I repeated myself, "Yeah, I know. The election is all we seemed to talk about for the last three months. The one day I'm not thinking about it is on election day! I just want to get it over with so that I don't have to think about it anymore."
"Well, I'm not sure that's the right attitude, but I'm sorry to say, I agree with you. By the way. Did you know there's also a question on the ballot in addition to the list of candidates?"
"What question?"
"Didn't you learn anything from the last election? You didn't vote on the question the last time. Did you?"
"No. I didn't see it."
"It was right there in black and white on the backside of the ballot."
"That's why I didn't see it. They hid it on the back. Why would I look there? All the candidates were listed on the front."
"Well, I'm telling you there's a referendum again this year. And they'll probably print the question on the back of the ballot. So, look carefully at both sides before you put it through the scanner."
"Okay, dear. What's the question going to be this time?"
"It was in the newspaper. Here it is," grabbing the day-old paper from the coffee table. "'Should the town issue bonds totaling 35 thousand dollars to study and make recommendations for the improvement of town roads and highways?'"
"WHAT!"
"That's what it says. You can vote no if you want."
"WOW! I'll do a survey of the roads for half of that! And I'll even use my car."
"That's nice of you to offer, dear. But I don't think that's an option. It's strictly a yes or no question."
"I can drive all over town in my old car. The shock absorbers are so bad I can feel every little crack and crevice in the pavement. And forget about the potholes!
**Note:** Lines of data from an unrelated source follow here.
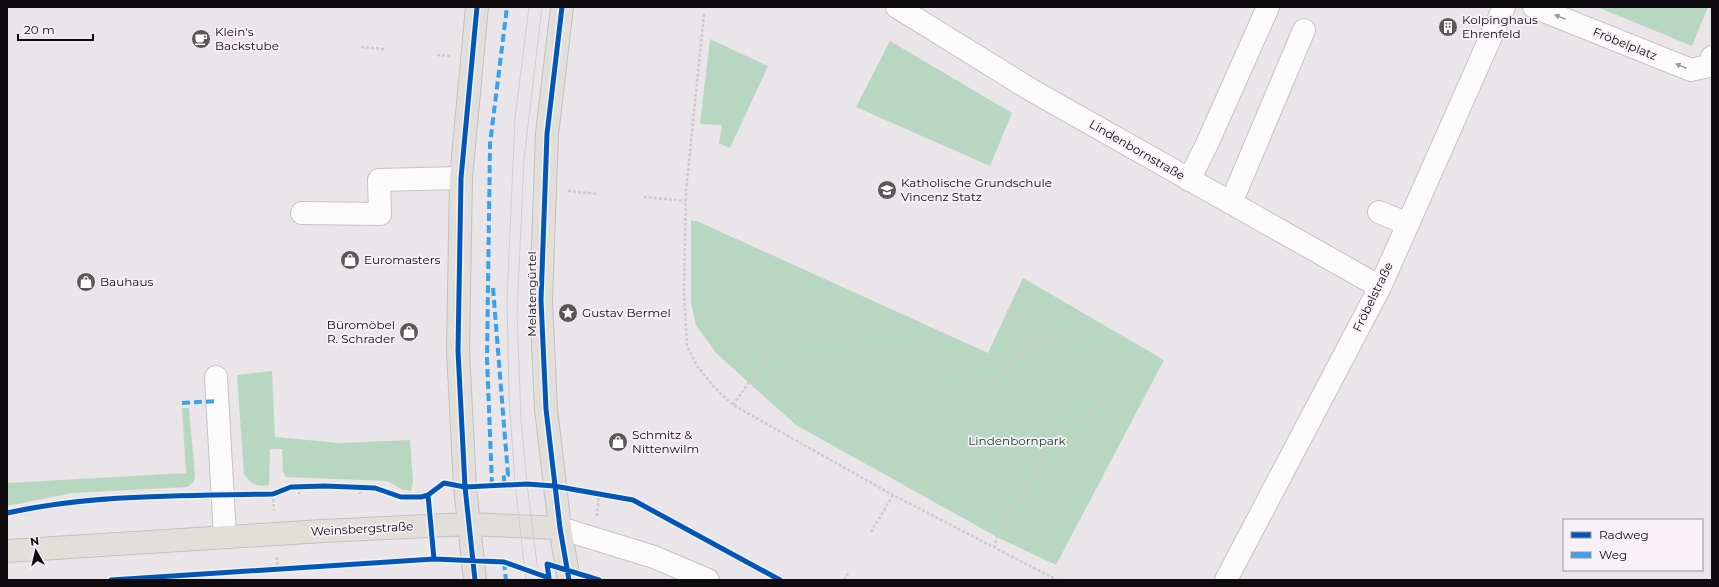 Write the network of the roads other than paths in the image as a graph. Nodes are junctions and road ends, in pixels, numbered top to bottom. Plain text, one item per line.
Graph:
1 (476, 7) edge
2 (562, 7) edge
3 (897, 7) edge
4 (1268, 7) edge
5 (1504, 7) edge
6 (1534, 7) edge
7 (1304, 30) dead end
8 (1712, 57) edge
9 (461, 178) junction
10 (1189, 180) junction
11 (1231, 203) junction
12 (1379, 212) dead end
13 (302, 213) dead end
14 (1408, 224) junction
15 (1380, 287) junction
16 (216, 377) dead end
17 (468, 524) junction
18 (560, 528) junction
19 (225, 537) junction
20 (7, 551) edge
21 (678, 574) edge
22 (475, 580) edge
23 (568, 580) edge
24 (708, 580) edge
25 (1226, 580) edge

1 - 9 main road
2 - 18 main road, Melatengürtel
3 - 10 street, Lindenbornstraße
4 - 10 street
5 - 14 street, Fröbelstraße
8 -> 6 street, Fröbelplatz
7 - 11 street
9 - 13 street
9 - 17 main road
10 - 11 street, Lindenbornstraße
11 - 15 street, Lindenbornstraße
12 - 14 street
14 - 15 street, Fröbelstraße
15 - 25 street, Fröbelstraße
16 - 19 street
17 - 18 main road, Weinsbergstraße
17 - 19 main road, Weinsbergstraße
17 - 22 main road
18 - 21 street, Weinsbergstraße
18 - 23 main road, Melatengürtel
19 - 20 main road, Weinsbergstraße
21 - 24 street, Weinsbergstraße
Whenever I drive over one, the wheels feel like they're going to fall off!"
"There's an article next to a copy of the ballot. It says the money would pay for a new software program. Based on the road condition information entered, the program prioritizes the streets to be repaired."
"I can tell you at least a half-dozen locations that need repaving right now. For example, Lexington Street is like a washboard. And then there's County Road..."
"Yeah, that's nice, but we'd better get going if we want to vote before the crowd."
"Let's take my car," I offered. "It's blocking yours anyway."
"There's no need to go racing down the street. We have plenty of time. Besides, you don't want to get a speeding ticket. Do you?"
KLAANKKK! SCREECH!
"What the heck was that?!!" she shouted.
"Ugh, crap! That must have been one of the potholes I was telling you about."